The proposed solutions have ranged from (1) crown spaying or otherwise coating of the inner surfaces of sewer pipes with lime and/or caustic soda slurries as described in the U.S. Pat. Nos. 5,620,744 and 5,683,748 were the purpose of the crown spray process is to leave residual alkalinity on the sewer crown, to (2) the currently exclusively used slurries of 50 to 60% by volume of magnesium hydroxide alone in 40 to 50% water mixture as described in the U.S. Pat. Nos. 5,718,944, 5,834,075 and 6,056,997. Unfortunately, sewer pipes continue to corrode and fail.
The cause of the problem is well understood. As shown in the following FIG. 1, sulfate ions occur naturally in most water supplies and are present in sewage as well, sulfur being required for the synthesis of proteins and being released during their degradation. In a moist atmosphere, such as the anaerobic atmosphere found in sewer pipes, those sulfate ions are chemically reduced to hydrogen sulfide (H2S) and biologically oxidized by bacteria called thiobacillus to sulfuric acid (H2SO4), which is highly corrosive to sewer pipes made of materials soluble to sulfuric acid, such as concrete, iron or steel.
Applicant's solution to the problem of sewer pipe corrosion is quite simple. When applied to the current methods of coating the interiors of sewer pipes using the well known crown spay procedure it simply involves the addition of less than 1% of sodium hydroxide by volume to the currently applied slurry of 50 to 60% by volume of magnesium hydroxide alone.
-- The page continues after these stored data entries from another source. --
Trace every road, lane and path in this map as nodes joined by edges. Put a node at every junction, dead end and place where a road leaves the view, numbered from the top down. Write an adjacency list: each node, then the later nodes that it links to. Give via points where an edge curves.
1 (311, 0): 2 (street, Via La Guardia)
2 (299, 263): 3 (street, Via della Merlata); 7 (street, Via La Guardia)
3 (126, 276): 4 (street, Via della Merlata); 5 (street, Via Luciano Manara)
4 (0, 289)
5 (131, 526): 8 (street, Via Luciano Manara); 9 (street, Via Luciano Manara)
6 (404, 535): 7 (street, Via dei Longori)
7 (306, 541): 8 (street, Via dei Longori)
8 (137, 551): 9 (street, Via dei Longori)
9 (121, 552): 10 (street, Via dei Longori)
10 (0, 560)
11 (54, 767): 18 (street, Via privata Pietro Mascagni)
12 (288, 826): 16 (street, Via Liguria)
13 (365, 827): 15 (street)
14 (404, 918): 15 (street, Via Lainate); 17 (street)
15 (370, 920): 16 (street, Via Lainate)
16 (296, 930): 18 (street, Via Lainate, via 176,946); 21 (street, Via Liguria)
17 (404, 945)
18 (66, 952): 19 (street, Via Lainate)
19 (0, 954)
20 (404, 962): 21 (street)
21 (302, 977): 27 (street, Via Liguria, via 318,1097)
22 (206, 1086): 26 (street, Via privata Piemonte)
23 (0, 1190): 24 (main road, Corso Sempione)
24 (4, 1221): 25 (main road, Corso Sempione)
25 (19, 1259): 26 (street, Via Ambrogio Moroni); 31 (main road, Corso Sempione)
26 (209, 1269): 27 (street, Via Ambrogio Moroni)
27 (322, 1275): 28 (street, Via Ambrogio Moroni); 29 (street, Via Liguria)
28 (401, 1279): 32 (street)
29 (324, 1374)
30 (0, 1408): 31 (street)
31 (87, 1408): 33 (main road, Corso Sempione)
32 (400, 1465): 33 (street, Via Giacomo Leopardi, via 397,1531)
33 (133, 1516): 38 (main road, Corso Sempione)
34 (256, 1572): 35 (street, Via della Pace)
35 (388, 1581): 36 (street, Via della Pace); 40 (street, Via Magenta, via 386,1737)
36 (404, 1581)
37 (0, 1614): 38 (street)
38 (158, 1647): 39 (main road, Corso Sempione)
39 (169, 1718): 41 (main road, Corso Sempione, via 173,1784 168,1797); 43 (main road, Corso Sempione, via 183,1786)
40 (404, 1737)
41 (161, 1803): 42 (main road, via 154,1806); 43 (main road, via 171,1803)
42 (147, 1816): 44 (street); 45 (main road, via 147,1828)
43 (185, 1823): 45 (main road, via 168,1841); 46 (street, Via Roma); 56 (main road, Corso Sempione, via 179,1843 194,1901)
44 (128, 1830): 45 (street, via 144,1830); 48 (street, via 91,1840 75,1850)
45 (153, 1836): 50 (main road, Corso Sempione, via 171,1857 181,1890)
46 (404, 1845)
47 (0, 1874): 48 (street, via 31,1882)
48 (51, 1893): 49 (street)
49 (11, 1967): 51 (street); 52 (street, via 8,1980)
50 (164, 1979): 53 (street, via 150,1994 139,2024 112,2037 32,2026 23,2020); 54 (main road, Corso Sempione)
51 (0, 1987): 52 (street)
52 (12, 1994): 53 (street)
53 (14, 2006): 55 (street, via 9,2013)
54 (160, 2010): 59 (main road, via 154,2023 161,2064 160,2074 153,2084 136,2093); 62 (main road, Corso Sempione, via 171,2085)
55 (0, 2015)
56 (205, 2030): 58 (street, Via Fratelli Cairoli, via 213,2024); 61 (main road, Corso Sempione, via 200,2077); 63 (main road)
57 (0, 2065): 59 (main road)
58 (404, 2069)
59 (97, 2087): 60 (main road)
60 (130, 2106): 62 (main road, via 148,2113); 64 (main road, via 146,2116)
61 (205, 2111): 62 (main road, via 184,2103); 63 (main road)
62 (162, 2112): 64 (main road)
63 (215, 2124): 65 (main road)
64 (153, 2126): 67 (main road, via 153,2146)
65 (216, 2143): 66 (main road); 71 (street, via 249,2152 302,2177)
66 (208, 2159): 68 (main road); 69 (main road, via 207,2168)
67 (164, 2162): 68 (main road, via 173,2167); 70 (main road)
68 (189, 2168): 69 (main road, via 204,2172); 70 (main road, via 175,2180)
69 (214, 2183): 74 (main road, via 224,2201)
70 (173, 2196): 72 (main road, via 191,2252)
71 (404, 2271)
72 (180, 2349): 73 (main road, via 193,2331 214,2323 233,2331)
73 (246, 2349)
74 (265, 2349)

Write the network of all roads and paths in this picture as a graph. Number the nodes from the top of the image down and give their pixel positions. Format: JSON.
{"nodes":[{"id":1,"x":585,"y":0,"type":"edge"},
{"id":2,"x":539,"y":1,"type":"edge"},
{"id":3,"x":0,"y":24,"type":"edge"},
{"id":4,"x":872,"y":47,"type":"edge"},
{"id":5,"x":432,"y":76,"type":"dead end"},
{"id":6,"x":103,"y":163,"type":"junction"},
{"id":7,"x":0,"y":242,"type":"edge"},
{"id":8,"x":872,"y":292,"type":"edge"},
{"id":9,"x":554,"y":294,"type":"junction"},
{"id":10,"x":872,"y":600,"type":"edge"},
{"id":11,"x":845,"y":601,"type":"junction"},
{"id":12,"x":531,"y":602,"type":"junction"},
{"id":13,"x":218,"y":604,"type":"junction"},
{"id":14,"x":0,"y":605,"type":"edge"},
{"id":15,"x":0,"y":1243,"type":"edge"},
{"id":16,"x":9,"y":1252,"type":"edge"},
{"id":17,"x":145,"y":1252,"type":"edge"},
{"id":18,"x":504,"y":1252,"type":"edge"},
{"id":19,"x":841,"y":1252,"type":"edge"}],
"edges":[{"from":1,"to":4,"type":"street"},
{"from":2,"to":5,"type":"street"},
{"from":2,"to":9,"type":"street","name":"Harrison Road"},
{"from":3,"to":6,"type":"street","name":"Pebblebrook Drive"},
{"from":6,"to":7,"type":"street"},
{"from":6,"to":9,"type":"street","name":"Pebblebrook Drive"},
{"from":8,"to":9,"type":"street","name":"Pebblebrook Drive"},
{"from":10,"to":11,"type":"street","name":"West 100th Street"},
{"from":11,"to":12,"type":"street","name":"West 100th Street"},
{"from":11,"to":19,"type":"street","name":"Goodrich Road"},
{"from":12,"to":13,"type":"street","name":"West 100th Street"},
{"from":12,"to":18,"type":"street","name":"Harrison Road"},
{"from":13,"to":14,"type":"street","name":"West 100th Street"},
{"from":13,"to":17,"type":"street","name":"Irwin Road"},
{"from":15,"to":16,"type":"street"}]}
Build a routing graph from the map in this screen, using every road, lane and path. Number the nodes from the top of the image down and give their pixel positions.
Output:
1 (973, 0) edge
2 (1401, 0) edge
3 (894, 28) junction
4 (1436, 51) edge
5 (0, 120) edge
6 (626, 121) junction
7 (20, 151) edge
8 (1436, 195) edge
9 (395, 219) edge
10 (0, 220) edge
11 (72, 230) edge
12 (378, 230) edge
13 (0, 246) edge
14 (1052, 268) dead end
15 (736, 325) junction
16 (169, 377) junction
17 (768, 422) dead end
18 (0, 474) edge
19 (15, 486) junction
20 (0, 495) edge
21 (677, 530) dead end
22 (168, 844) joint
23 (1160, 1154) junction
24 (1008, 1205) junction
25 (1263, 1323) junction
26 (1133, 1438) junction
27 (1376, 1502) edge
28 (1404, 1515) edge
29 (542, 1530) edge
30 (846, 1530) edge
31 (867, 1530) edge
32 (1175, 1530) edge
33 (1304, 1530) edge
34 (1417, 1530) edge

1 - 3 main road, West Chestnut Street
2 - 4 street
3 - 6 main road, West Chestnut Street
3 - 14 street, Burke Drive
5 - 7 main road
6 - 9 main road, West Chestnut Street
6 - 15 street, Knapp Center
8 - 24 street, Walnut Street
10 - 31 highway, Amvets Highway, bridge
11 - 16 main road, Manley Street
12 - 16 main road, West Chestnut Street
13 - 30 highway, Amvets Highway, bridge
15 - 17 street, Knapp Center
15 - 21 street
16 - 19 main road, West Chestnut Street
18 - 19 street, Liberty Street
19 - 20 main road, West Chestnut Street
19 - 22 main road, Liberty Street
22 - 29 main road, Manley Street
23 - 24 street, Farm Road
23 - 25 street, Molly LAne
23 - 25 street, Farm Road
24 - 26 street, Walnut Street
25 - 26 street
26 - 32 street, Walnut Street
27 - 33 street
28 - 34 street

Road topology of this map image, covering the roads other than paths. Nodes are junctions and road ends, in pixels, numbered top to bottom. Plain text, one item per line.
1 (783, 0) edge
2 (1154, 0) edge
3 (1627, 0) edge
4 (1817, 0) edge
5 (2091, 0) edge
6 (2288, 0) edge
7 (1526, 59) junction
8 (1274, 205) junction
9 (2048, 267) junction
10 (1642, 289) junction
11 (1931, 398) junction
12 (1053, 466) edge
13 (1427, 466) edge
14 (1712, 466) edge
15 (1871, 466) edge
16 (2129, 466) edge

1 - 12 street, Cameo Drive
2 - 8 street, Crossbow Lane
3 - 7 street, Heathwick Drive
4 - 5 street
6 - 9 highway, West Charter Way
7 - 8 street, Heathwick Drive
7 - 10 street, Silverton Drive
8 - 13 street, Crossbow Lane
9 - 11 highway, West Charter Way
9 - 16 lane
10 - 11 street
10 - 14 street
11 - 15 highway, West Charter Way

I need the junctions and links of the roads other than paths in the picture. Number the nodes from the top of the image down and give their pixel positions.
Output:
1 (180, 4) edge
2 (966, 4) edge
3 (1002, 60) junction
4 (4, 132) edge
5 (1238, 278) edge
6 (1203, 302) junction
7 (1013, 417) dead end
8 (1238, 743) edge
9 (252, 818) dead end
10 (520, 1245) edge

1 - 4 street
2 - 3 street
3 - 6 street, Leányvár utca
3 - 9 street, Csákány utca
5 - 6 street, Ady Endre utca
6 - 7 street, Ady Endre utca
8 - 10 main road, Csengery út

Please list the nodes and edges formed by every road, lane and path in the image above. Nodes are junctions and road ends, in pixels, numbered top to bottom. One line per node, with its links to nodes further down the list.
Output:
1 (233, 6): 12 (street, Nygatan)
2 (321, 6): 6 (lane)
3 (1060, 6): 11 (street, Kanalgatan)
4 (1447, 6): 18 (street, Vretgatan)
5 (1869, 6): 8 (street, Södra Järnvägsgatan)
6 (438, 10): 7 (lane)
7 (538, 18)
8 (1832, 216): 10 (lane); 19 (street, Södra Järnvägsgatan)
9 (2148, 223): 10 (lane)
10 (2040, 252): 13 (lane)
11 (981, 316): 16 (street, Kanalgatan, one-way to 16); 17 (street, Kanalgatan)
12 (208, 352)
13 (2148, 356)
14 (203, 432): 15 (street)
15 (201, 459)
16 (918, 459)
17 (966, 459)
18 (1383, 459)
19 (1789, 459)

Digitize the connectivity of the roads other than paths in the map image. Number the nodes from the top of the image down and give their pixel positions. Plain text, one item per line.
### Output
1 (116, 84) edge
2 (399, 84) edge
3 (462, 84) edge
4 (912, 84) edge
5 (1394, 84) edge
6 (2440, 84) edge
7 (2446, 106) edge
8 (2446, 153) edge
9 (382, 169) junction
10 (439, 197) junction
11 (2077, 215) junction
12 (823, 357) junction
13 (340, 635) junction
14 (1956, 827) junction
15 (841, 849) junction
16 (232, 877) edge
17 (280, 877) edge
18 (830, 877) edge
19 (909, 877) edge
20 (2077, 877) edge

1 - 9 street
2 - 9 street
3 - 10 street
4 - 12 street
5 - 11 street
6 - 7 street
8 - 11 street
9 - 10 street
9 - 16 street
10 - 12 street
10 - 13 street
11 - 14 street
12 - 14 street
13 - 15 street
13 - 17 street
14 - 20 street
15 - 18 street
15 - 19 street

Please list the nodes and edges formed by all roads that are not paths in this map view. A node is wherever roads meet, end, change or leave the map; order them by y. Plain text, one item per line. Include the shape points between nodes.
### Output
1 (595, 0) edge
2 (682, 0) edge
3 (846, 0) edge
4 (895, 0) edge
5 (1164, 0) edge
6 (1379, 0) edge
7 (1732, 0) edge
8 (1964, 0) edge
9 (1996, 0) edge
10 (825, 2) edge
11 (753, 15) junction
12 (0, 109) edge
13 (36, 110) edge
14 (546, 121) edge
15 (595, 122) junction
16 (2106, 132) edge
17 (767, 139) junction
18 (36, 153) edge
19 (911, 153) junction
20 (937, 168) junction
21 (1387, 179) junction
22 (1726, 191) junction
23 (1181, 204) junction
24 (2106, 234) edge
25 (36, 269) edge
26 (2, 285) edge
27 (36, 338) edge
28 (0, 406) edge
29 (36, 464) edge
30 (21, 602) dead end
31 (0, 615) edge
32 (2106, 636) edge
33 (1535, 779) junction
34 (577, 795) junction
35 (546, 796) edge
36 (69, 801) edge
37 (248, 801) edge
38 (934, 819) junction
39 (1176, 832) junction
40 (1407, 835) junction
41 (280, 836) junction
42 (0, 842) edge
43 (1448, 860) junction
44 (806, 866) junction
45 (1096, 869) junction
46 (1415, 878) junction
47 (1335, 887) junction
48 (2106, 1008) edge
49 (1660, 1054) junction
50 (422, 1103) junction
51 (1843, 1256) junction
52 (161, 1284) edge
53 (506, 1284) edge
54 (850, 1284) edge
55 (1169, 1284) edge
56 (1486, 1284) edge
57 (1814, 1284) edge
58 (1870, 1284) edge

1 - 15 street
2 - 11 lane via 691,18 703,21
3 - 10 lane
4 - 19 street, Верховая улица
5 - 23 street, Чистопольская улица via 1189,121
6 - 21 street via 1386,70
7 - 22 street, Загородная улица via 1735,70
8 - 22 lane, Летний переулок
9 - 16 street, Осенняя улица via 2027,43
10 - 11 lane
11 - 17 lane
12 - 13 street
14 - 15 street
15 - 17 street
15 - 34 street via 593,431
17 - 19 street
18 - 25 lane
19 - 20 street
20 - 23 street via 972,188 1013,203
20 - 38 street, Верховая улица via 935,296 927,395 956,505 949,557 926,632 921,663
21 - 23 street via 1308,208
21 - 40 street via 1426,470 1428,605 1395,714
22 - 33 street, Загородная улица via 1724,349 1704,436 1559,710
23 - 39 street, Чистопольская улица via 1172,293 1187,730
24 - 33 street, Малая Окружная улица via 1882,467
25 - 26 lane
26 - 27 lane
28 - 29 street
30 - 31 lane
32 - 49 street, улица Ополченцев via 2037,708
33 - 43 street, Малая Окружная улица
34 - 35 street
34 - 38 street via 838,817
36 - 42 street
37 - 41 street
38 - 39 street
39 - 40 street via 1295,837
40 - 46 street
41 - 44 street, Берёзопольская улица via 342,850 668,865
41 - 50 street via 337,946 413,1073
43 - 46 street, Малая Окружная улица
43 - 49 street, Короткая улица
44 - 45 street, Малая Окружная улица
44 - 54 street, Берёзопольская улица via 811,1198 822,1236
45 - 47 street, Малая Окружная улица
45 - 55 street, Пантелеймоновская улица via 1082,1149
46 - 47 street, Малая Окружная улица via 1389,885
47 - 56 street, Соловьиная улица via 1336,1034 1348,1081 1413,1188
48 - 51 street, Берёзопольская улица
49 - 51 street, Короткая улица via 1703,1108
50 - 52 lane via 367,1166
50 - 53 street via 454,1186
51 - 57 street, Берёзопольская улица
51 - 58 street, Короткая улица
The result is an immediate increase of the pH of the slurry from about 8.5 to 8.8 to a pH of 13 or above accompanied by an increased useful life of the slurry from its current 6 to 8 months to 16 to 18 months, that is an improvement of over 100%.
Similar improvements are associated with other of Applicant's proposed solutions as described in detail hereinafter, namely slurries of titanium dioxide and less than 1% by volume sodium hydroxide and slurries of magnesium hydroxide, titanium dioxide and less than 1% by volume sodium hydroxide were the useful lives of the slurries are 20 to 24 months and 16 to 18 months respectively which are improvements of over 200% and over 100% when compared to the currently used slurry of magnesium hydroxide alone.